Assigned task: Could you filter the data below down to the lines that hold the word "fillStyle"?

Listed entries:
========
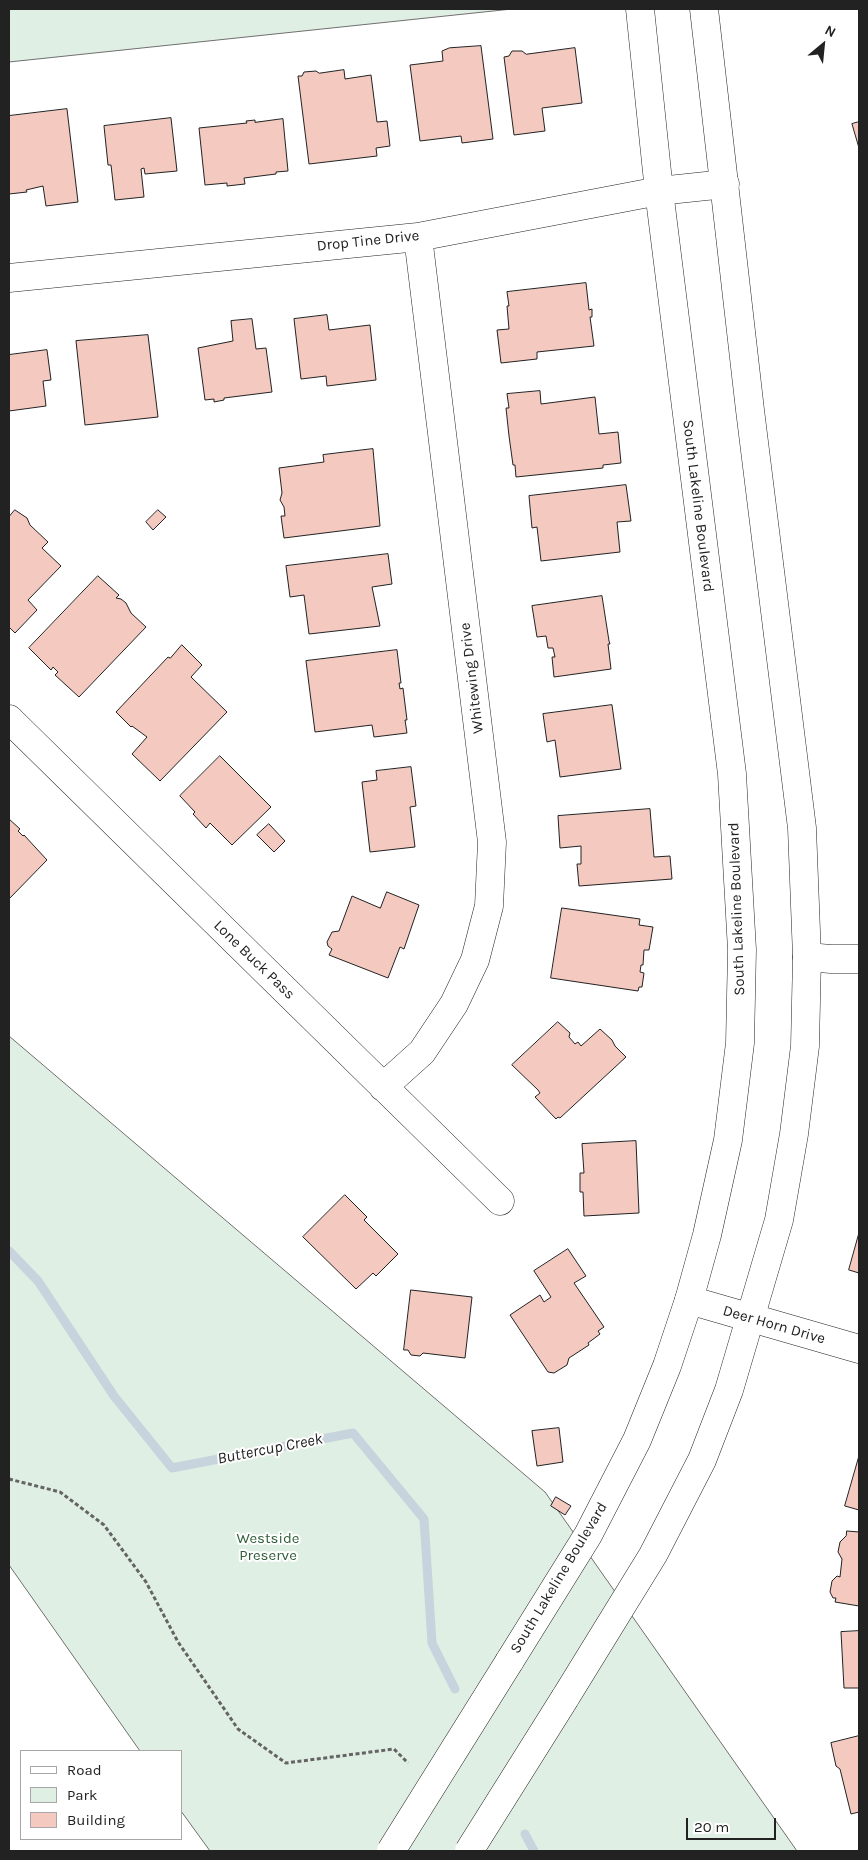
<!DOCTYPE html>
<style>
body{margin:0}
#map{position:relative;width:868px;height:1860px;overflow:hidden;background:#fff;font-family:Karla,sans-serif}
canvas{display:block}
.frame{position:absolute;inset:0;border:10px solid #222;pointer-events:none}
.legend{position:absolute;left:20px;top:1750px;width:162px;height:90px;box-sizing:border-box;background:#fff;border:1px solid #a7a7a7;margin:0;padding:6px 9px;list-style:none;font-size:15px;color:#222}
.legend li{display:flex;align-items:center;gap:10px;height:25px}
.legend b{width:25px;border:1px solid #a7a7a7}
.north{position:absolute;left:798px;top:20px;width:50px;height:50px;-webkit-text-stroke:4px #fff;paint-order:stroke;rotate:28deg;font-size:14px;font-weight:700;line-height:20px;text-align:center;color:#222}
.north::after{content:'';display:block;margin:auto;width:18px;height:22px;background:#222;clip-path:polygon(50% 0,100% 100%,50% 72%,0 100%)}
.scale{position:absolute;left:686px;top:1818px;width:90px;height:22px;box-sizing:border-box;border:2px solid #222;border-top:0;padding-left:6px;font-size:15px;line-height:18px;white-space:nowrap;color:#222;-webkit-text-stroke:4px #fff;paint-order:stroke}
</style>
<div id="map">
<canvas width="868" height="1860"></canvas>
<div class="frame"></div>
<ul class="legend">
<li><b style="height:6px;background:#fff"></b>Road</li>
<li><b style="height:14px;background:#e0efe3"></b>Park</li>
<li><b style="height:14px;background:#f3c9c0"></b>Building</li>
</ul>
<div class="north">N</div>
<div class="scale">20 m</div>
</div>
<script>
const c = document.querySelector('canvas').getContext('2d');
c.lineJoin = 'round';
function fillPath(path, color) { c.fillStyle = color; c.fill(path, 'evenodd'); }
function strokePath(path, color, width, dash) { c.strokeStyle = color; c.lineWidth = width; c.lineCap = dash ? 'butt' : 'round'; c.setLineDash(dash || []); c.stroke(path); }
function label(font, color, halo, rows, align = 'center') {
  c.font = font + ' Karla,sans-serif'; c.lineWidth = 4; c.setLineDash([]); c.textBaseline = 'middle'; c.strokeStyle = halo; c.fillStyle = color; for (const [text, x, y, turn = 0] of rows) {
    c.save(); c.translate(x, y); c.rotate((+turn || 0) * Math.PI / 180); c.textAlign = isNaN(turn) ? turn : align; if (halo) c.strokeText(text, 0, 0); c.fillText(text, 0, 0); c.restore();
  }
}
const green = new Path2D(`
 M 9,9 L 512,9 L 9,62 Z
 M 9,1036 L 545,1492 L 797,1851 L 210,1851 L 181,1811 L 181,1751 L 140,1751 L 9,1565 Z`);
fillPath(green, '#e0efe3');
strokePath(green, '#6f6f6f', 1);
strokePath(new Path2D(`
 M 9,1251 L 38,1281 L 114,1396 L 172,1468 L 353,1433 L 424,1519 L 432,1643 L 455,1689
 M 525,1834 L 534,1851`), '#c7d3dd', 9);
const building = new Path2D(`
 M 481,46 L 493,139 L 462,143 L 461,136 L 420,141 L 410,65 L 443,61 L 442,51 L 449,48 Z
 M 575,48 L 582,103 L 542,108 L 545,131 L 514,135 L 504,57 L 509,56 L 512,51 L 522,51 L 526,54 Z
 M 344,70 L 345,79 L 371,75 L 377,122 L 387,121 L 390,146 L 376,148 L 377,156 L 309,164 L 298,76 L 302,76 L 304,72 L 316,71 L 319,73 Z
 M 67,109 L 78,202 L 46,206 L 43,186 L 26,190 L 27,192 L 9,194 L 9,116 Z
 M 171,118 L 177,171 L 145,174 L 144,168 L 141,169 L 144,197 L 115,200 L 111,165 L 108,165 L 104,126 Z
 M 283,119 L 288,171 L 276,172 L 276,174 L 244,178 L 245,184 L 227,186 L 227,183 L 205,185 L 199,128 L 247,123 L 246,121 L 255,120 L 255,122 Z
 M 859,122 L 859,148 L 852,124 Z
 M 586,283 L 589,310 L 592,309 L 592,317 L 590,317 L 594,346 L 537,352 L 537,359 L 501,363 L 497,330 L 509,329 L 507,306 L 509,306 L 507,292 Z
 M 327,315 L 329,330 L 370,325 L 376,380 L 327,386 L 326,376 L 301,379 L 294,319 Z
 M 252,319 L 256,349 L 266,348 L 272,392 L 224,398 L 224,400 L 214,402 L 214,399 L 205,400 L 198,348 L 233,341 L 231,321 Z
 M 148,335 L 158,417 L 85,425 L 76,341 Z
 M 47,350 L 51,380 L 43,381 L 46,406 L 9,411 L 9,355 Z
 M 540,391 L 541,404 L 595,397 L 599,434 L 618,432 L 621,463 L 603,465 L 603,468 L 516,477 L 515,465 L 513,465 L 509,436 L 506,408 L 509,408 L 507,394 Z
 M 373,449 L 380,526 L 284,538 L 281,516 L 285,516 L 284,507 L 280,500 L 282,493 L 279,468 L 324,462 L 323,455 Z
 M 626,485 L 631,521 L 617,522 L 620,552 L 541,561 L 537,527 L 532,528 L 529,496 Z
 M 15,510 L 27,518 L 30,525 L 48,542 L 42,548 L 61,566 L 28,600 L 37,610 L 15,633 L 9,627 L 9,517 Z
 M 158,510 L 166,517 L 153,530 L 146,522 Z
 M 388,554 L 392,584 L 372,587 L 380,626 L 309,634 L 304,595 L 290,597 L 286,566 Z
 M 98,576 L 119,595 L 116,598 L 121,599 L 126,603 L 131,613 L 146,627 L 79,697 L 55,675 L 58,672 L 53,667 L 51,670 L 29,648 Z
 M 602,596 L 609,641 L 610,644 L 608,644 L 611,669 L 554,677 L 552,657 L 555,657 L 553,648 L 548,648 L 546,636 L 537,637 L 532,606 Z
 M 182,645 L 202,665 L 191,677 L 227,712 L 160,781 L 132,754 L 147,737 L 132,726 L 131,727 L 116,712 L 168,657 L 170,658 Z
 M 397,650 L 401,683 L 399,683 L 400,689 L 403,688 L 407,720 L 405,720 L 407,733 L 374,737 L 372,725 L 315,732 L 306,661 Z
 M 612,705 L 621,769 L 560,777 L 555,740 L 547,742 L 543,714 Z
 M 220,756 L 271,807 L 232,845 L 210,823 L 206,828 L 193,814 L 195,812 L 180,796 Z
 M 411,767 L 416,806 L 410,807 L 415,847 L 370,852 L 362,782 L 377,780 L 376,771 Z
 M 650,809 L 654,857 L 670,856 L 672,879 L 579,886 L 577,864 L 581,864 L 581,846 L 560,848 L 558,816 Z
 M 9,819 L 20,829 L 18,831 L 23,836 L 24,835 L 47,860 L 9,899 Z
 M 269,824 L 285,841 L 274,852 L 257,835 Z
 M 387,892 L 419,905 L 404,949 L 400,947 L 388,978 L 329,955 L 332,949 L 328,946 L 327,942 L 332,932 L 339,931 L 352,896 L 380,908 Z
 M 562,908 L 640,919 L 639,925 L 653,927 L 649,950 L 644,950 L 643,965 L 641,965 L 640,972 L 644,973 L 642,987 L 639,987 L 638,991 L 551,978 Z
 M 558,1022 L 570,1033 L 569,1037 L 575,1044 L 578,1042 L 581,1046 L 600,1029 L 612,1040 L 615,1046 L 626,1057 L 560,1118 L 558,1117 L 556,1119 L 535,1097 L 540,1093 L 538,1090 L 512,1065 Z
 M 636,1141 L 639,1213 L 584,1216 L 583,1192 L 580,1192 L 580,1173 L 584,1173 L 582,1144 Z
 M 345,1195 L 367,1217 L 364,1220 L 398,1254 L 376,1276 L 373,1273 L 356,1289 L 303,1237 Z
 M 859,1233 L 859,1273 L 849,1270 Z
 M 568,1249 L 586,1276 L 574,1283 L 604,1327 L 598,1331 L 600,1334 L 588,1343 L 589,1345 L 569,1358 L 567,1365 L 554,1373 L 548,1372 L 510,1315 L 540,1295 L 544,1302 L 551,1297 L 534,1271 Z
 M 411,1290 L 472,1297 L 465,1358 L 423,1353 L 420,1356 L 411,1355 L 408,1350 L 404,1350 Z
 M 559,1428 L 563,1462 L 537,1466 L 532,1431 Z
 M 859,1456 L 859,1510 L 845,1506 Z
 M 556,1497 L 571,1506 L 565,1515 L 551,1506 Z
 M 847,1531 L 859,1532 L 859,1606 L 835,1602 L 836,1598 L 833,1598 L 830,1592 L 832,1581 L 837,1576 L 840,1577 L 842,1559 L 838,1552 L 840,1542 L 846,1536 Z
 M 859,1631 L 859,1688 L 844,1688 L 841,1632 Z
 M 859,1736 L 859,1812 L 851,1814 L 840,1769 L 836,1766 L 831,1743 Z`);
fillPath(building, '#f3c9c0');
strokePath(building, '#222', 1);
const minor = new Path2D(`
 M 9,278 L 418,237 L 659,191 L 725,184
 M 9,719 L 500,1201
 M 807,957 L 831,959 L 859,959
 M 383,1087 L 422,1052 L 454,1004 L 475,960 L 489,906 L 492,842 L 418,237
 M 689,1300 L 859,1349`);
const secondary = new Path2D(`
 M 509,1662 L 588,1535 L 637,1440 L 667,1366 L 689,1300 L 707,1235 L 728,1140 L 740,1043 L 742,950 L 732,774 L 659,191 L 640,9
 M 565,1698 L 653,1555 L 702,1460 L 729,1390 L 779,1220 L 794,1134 L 805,1046 L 807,957 L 802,828 L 750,410 L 704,9`);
strokePath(minor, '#222', 29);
strokePath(secondary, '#222', 29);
strokePath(new Path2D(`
 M 9,1479 L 60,1492 L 104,1525 L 146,1582 L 178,1642 L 238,1729 L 286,1763 L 394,1749 L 408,1763`), '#646464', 3, [4, 2.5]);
strokePath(minor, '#fff', 28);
strokePath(secondary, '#fff', 28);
const secondaryBridge = new Path2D(`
 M 391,1851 L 509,1662
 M 469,1851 L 565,1698`);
strokePath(secondaryBridge, '#222', 29, []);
strokePath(secondaryBridge, '#fff', 28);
label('15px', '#222', '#fff', [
 ["Drop Tine Drive",368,241,-6],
 ["South Lakeline Boulevard",698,506,83],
 ["Whitewing Drive",472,678,-97],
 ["South Lakeline Boulevard",737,909,-92],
 ["Lone Buck Pass",254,960,44],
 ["Deer Horn Drive",774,1325,16],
 ["South Lakeline Boulevard",559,1578,-59]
]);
label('15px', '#2f5e38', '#fff', [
 ["Westside",268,1539],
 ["Preserve",268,1556]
]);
label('italic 16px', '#222', '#fff', [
 ["Buttercup Creek",270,1449,-11]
]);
</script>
========
Response:
function fillPath(path, color) { c.fillStyle = color; c.fill(path, 'evenodd'); }
  c.font = font + ' Karla,sans-serif'; c.lineWidth = 4; c.setLineDash([]); c.textBaseline = 'middle'; c.strokeStyle = halo; c.fillStyle = color; for (const [text, x, y, turn = 0] of rows) {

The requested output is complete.